__About this task__:
Copy every line that holds the string "Römerfeld" from the data below.

__Task input__:
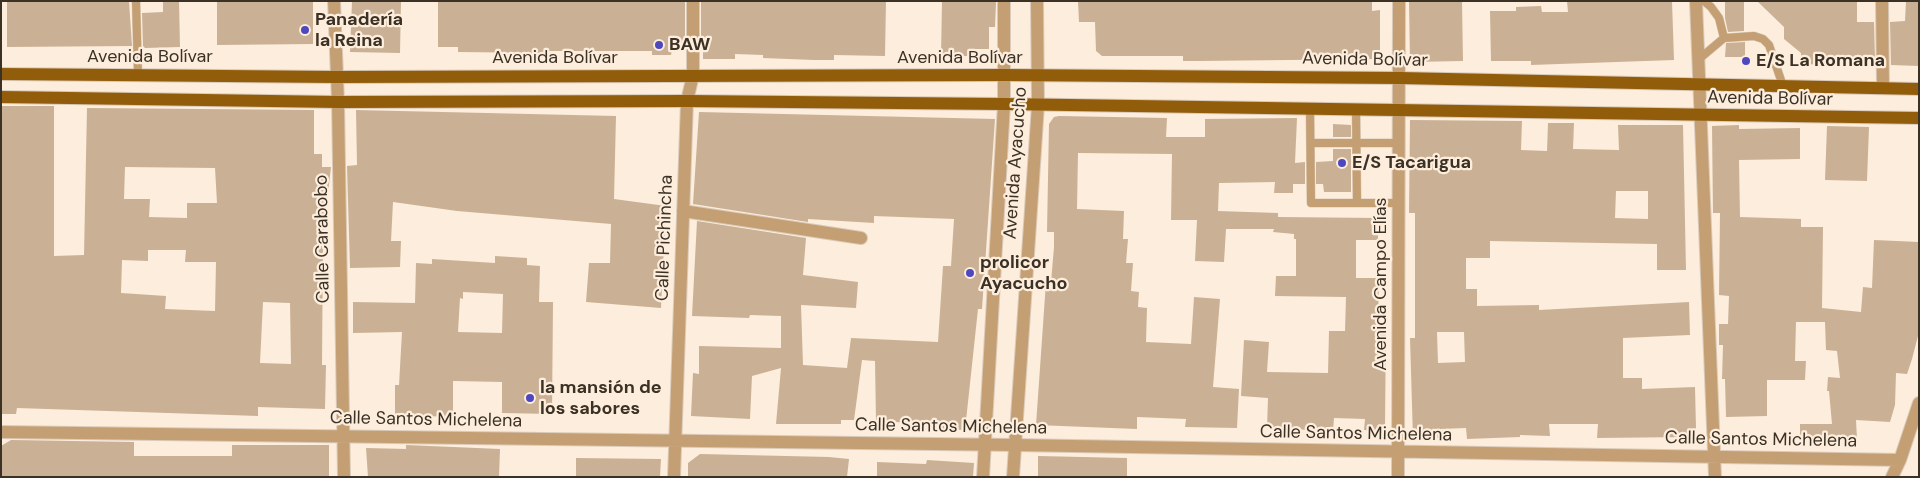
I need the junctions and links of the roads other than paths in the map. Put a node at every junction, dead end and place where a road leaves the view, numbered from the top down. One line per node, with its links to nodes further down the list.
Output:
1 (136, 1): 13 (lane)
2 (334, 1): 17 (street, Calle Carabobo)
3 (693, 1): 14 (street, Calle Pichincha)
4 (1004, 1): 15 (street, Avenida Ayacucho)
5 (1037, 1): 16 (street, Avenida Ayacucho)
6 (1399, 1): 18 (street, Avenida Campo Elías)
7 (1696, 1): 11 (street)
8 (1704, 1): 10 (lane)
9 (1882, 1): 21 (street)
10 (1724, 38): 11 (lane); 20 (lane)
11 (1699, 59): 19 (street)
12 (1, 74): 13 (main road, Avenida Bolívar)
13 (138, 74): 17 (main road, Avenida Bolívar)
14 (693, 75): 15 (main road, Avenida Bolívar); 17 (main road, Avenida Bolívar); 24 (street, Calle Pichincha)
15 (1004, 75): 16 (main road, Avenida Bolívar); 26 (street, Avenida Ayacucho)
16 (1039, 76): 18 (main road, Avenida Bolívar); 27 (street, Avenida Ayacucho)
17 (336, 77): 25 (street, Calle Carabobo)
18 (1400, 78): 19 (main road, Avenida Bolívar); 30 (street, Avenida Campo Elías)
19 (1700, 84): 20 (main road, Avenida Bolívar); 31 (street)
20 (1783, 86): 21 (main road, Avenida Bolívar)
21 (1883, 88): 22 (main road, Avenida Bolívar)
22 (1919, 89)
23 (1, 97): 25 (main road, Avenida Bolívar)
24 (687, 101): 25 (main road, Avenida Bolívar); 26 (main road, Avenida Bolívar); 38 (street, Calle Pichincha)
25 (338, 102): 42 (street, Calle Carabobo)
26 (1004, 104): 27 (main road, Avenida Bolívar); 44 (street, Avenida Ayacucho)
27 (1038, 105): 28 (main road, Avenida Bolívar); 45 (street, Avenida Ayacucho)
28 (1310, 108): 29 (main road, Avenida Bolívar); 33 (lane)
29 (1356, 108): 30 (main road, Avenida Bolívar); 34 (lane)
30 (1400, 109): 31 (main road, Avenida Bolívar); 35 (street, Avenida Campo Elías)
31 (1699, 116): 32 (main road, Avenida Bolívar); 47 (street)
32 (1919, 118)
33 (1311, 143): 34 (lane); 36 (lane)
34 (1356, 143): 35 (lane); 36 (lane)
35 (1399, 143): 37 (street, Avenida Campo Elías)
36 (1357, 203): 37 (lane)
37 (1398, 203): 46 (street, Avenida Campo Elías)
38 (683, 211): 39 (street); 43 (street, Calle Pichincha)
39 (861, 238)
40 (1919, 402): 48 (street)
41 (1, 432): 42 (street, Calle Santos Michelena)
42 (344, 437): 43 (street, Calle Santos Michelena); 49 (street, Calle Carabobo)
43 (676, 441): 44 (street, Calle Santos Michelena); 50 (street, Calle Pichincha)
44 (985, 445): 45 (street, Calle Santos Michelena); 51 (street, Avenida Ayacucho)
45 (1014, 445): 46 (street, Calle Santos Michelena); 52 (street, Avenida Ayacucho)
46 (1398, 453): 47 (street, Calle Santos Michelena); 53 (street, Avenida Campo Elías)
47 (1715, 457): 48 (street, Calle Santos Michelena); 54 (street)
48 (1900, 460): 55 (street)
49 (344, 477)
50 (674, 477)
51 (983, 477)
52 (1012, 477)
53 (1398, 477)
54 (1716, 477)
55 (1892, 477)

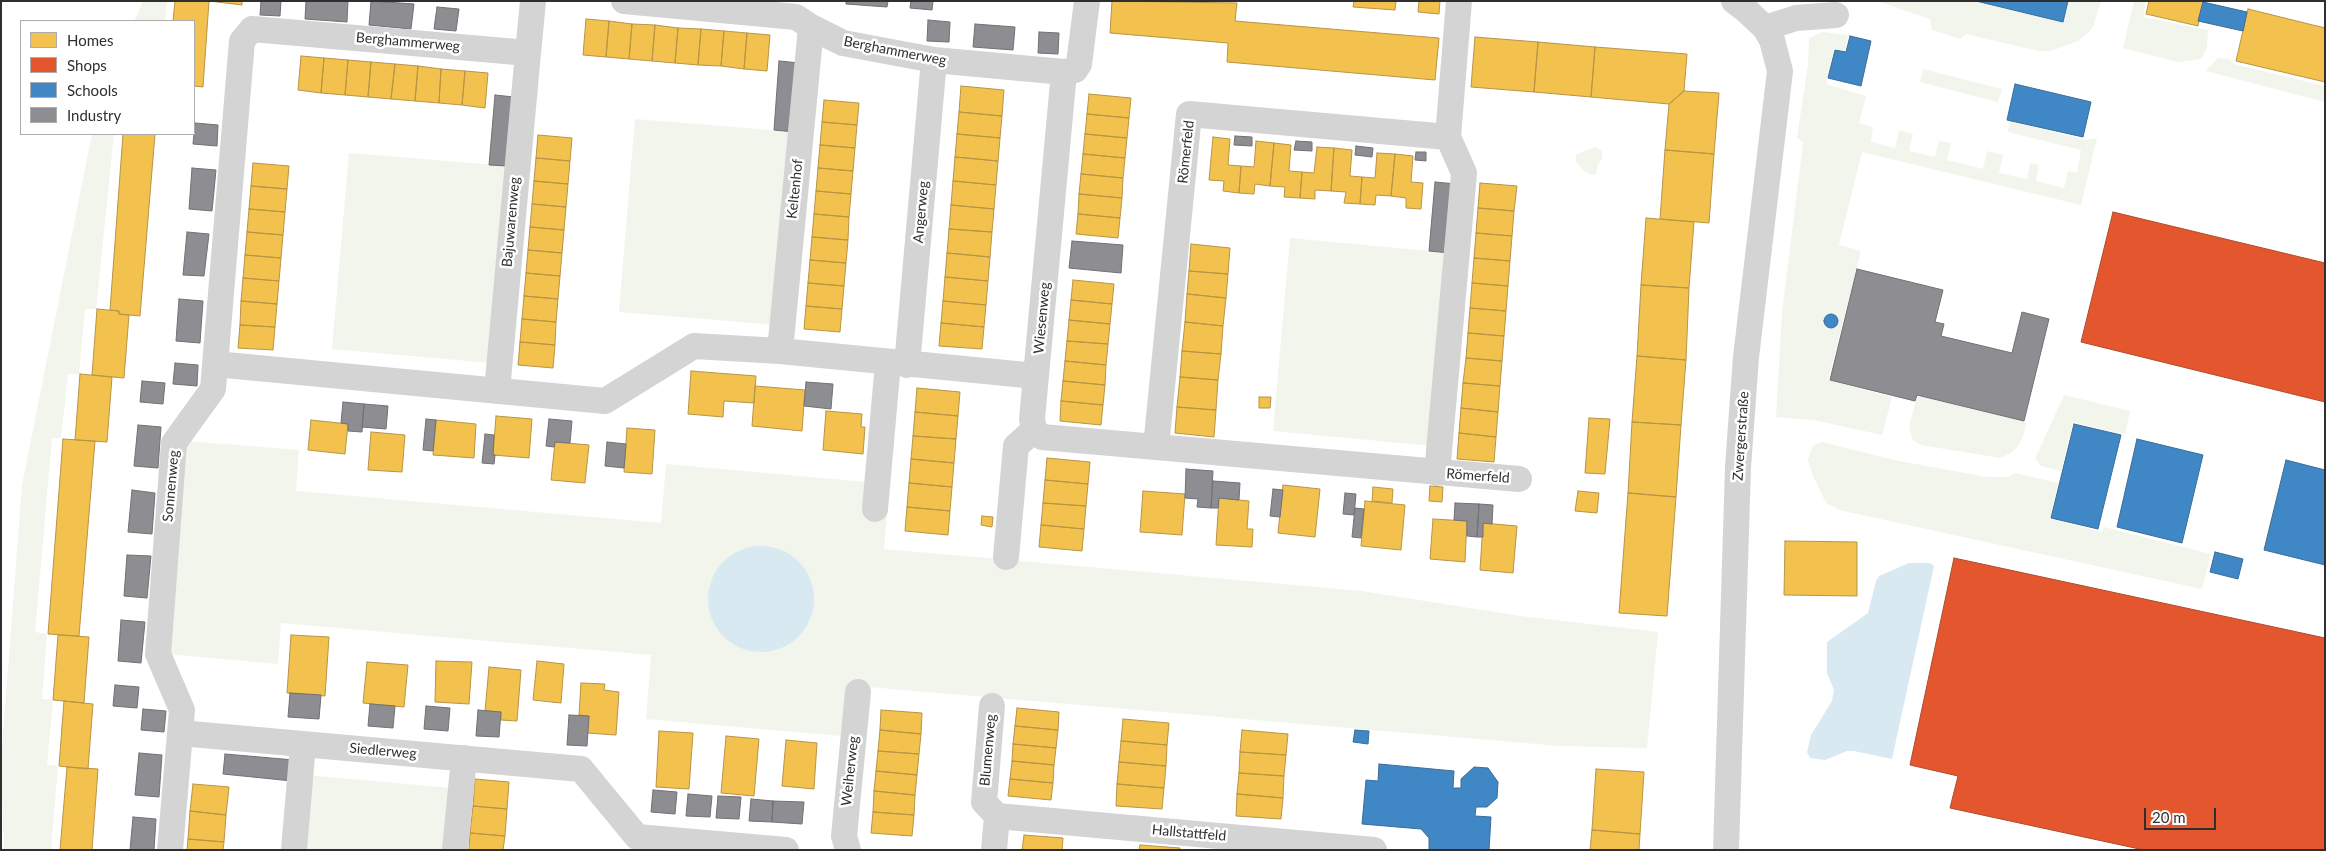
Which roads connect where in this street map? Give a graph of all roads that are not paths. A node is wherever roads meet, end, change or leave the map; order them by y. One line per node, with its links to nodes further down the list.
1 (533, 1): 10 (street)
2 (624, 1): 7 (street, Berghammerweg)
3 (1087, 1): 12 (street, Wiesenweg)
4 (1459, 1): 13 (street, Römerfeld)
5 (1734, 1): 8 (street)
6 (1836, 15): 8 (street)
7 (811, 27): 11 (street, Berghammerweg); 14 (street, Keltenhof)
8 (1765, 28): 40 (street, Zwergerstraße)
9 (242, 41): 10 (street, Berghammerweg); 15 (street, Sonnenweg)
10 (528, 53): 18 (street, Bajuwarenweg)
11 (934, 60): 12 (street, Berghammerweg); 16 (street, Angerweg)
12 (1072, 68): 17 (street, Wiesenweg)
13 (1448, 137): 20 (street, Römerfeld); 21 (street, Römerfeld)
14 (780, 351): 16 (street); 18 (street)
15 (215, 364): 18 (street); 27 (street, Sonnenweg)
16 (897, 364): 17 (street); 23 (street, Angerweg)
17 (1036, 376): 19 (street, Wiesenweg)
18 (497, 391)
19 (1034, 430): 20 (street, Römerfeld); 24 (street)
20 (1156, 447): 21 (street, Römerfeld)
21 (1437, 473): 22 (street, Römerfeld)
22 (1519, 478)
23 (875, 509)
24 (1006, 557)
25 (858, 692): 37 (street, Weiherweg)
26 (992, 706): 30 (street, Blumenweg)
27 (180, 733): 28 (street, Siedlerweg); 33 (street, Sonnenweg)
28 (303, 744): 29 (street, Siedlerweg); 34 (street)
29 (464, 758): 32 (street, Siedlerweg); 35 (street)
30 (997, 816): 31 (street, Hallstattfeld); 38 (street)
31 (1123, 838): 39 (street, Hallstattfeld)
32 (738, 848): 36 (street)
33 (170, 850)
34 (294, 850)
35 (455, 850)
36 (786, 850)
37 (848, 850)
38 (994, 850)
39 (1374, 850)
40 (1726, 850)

__Final answer__:
4 (1459, 1): 13 (street, Römerfeld)
13 (1448, 137): 20 (street, Römerfeld); 21 (street, Römerfeld)
19 (1034, 430): 20 (street, Römerfeld); 24 (street)
20 (1156, 447): 21 (street, Römerfeld)
21 (1437, 473): 22 (street, Römerfeld)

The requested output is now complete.